▸ Task item: I need the lines below from the one with "pinky tip: (348, 197)" down to the one with "wrist: (380, 256)" reproduced exactly, both ends included, and nothing else.

▸ Material for the task:
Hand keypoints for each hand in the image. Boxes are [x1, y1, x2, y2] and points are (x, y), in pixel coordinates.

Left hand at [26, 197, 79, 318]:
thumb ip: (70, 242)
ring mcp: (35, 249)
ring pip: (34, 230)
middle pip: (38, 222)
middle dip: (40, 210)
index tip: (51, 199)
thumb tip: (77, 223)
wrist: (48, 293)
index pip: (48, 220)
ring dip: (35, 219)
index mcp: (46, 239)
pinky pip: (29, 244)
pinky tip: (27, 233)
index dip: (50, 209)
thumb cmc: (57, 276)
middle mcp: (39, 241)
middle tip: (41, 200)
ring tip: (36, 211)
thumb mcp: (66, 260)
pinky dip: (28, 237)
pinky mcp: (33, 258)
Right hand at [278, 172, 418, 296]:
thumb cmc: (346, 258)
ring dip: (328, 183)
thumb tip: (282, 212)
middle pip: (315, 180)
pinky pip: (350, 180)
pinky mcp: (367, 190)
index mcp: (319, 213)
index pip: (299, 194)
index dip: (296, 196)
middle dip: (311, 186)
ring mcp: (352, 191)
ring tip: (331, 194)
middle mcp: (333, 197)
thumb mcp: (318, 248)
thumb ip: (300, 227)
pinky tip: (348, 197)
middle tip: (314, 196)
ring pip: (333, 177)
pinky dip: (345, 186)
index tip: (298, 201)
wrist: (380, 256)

...

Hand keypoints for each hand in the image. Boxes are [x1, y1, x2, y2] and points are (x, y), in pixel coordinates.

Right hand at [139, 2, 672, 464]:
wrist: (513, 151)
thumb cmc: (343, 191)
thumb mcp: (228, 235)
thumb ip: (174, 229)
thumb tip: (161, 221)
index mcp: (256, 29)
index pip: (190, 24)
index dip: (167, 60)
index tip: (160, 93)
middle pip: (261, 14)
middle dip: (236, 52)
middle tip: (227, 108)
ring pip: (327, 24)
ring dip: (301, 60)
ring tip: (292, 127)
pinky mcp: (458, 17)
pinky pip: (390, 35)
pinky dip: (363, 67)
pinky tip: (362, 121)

▸ Written answer:
pinky tip: (348, 197)
middle tip: (314, 196)
ring pip: (333, 177)
pinky dip: (345, 186)
index tip: (298, 201)
wrist: (380, 256)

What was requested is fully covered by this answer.